● **THE PROBLEM**: Your output should be every line below, copied exactly.

● **RECORDS PROVIDED**:
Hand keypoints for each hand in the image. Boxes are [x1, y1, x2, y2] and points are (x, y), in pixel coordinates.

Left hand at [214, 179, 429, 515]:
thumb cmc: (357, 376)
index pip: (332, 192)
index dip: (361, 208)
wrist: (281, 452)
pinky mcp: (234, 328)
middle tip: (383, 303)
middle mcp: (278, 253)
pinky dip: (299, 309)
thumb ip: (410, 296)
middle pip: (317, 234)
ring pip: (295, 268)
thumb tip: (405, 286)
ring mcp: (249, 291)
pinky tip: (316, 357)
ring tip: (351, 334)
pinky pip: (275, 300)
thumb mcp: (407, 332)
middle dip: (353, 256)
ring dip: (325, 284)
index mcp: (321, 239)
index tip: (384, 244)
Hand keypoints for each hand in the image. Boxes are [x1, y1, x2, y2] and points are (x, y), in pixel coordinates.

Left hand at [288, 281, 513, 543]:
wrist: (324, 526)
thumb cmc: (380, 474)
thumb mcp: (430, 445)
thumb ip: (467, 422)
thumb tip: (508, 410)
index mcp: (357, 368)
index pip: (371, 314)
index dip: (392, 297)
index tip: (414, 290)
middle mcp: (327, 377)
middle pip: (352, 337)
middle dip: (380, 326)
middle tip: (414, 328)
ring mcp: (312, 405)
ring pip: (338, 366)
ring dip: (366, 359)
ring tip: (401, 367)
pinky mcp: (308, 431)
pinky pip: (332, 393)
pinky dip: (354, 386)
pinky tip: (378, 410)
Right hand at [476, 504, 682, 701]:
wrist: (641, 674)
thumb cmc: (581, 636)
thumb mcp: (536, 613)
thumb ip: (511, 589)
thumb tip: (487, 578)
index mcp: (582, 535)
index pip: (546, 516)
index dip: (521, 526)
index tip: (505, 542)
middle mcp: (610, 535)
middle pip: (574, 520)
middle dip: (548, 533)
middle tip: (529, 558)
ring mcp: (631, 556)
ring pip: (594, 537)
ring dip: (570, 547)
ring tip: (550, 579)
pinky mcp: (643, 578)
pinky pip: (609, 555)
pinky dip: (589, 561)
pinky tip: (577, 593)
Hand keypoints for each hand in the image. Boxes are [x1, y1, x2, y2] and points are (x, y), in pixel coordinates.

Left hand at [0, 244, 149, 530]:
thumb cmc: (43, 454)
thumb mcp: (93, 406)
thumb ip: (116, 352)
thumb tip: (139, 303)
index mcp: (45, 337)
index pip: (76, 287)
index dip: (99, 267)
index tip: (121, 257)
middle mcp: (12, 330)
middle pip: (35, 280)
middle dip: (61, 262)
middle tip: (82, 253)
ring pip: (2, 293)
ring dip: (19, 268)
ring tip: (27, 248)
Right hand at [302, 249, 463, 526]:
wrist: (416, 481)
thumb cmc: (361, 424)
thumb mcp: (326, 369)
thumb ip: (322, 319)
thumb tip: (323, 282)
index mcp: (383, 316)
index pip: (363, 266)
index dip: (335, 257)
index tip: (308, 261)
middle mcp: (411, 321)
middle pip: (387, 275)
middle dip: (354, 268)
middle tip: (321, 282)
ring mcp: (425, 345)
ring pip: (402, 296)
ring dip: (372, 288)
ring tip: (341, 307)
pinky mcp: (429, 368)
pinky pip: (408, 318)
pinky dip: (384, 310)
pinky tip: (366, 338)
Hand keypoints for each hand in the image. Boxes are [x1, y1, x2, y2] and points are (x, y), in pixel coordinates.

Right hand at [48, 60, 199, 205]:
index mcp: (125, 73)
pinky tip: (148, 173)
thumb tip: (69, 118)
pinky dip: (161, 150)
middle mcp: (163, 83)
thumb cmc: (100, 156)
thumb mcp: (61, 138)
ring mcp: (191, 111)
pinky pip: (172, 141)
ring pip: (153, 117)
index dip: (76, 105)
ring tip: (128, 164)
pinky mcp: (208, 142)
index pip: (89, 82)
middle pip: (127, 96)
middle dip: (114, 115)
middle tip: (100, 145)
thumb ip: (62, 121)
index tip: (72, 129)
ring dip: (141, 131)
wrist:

● **RESPONSE**:
Hand keypoints for each hand in the image. Boxes are [x1, y1, x2, y2] and points are (x, y), in pixel coordinates.

Left hand at [214, 179, 429, 515]:
thumb cmc: (357, 376)
index pip: (332, 192)
index dip: (361, 208)
wrist: (281, 452)
pinky mcp: (234, 328)
middle tip: (383, 303)
middle mcp: (278, 253)
pinky dip: (299, 309)
thumb ip: (410, 296)
middle pip: (317, 234)
ring pip: (295, 268)
thumb tip: (405, 286)
ring mcp: (249, 291)
pinky tip: (316, 357)
ring tip: (351, 334)
pinky pip: (275, 300)
thumb mcp: (407, 332)
middle dip: (353, 256)
ring dip: (325, 284)
index mcp: (321, 239)
index tip: (384, 244)
Hand keypoints for each hand in the image. Boxes are [x1, y1, x2, y2] and points are (x, y), in pixel coordinates.

Left hand at [288, 281, 513, 543]:
wrist: (324, 526)
thumb cmc: (380, 474)
thumb mcp: (430, 445)
thumb ip: (467, 422)
thumb tip: (508, 410)
index mcp: (357, 368)
index pip: (371, 314)
index dip: (392, 297)
index tip: (414, 290)
middle mcp: (327, 377)
middle pip: (352, 337)
middle dip: (380, 326)
middle tip: (414, 328)
ring mcp: (312, 405)
ring pip: (338, 366)
ring dip: (366, 359)
ring tip: (401, 367)
pinky mcp: (308, 431)
pinky pip: (332, 393)
pinky dip: (354, 386)
pinky tip: (378, 410)
Right hand at [476, 504, 682, 701]:
wrist: (641, 674)
thumb cmc: (581, 636)
thumb mcp: (536, 613)
thumb ip: (511, 589)
thumb tip: (487, 578)
index mcp: (582, 535)
index pip: (546, 516)
index dip: (521, 526)
index tip: (505, 542)
middle mcp: (610, 535)
middle pip: (574, 520)
middle dip: (548, 533)
middle tip: (529, 558)
ring mcp: (631, 556)
ring pip: (594, 537)
ring dip: (570, 547)
ring tip: (550, 579)
pinky mcp: (643, 578)
pinky pip: (609, 555)
pinky dip: (589, 561)
pinky tip: (577, 593)
Hand keypoints for each hand in the image. Boxes are [x1, y1, x2, y2] and points are (x, y), in pixel coordinates.

Left hand at [0, 244, 149, 530]:
thumb cmc: (43, 454)
thumb mcp: (93, 406)
thumb ip: (116, 352)
thumb tip: (139, 303)
index mcp: (45, 337)
index pip: (76, 287)
index dip: (99, 267)
index tip: (121, 257)
middle mcp: (12, 330)
middle pip: (35, 280)
middle dip: (61, 262)
middle tip: (82, 253)
ring pip: (2, 293)
ring dip: (19, 268)
ring tip: (27, 248)
Right hand at [302, 249, 463, 526]:
wrist: (416, 481)
thumb cmc: (361, 424)
thumb mcp: (326, 369)
thumb ip: (322, 319)
thumb tip: (323, 282)
index mcp: (383, 316)
index pip: (363, 266)
index dip: (335, 257)
index tip: (308, 261)
middle mcp: (411, 321)
middle pip: (387, 275)
middle dip: (354, 268)
middle tip: (321, 282)
ring mcp: (425, 345)
ring pip: (402, 296)
ring dip: (372, 288)
ring tip: (341, 307)
pinky mcp: (429, 368)
pinky pip: (408, 318)
pinky dip: (384, 310)
pinky tip: (366, 338)
Hand keypoints for each hand in the image. Boxes are [x1, y1, x2, y2] and points are (x, y), in pixel coordinates.

Right hand at [48, 60, 199, 205]:
index mcp: (125, 73)
pinky tip: (148, 173)
thumb tip: (69, 118)
pinky dip: (161, 150)
middle mcp: (163, 83)
thumb cmc: (100, 156)
thumb mcp: (61, 138)
ring mcp: (191, 111)
pinky pip: (172, 141)
ring pip: (153, 117)
index dip: (76, 105)
ring tip: (128, 164)
pinky mcp: (208, 142)
index pip: (89, 82)
middle pip: (127, 96)
middle dip: (114, 115)
middle tip: (100, 145)
thumb ip: (62, 121)
index tip: (72, 129)
ring dip: (141, 131)
wrist:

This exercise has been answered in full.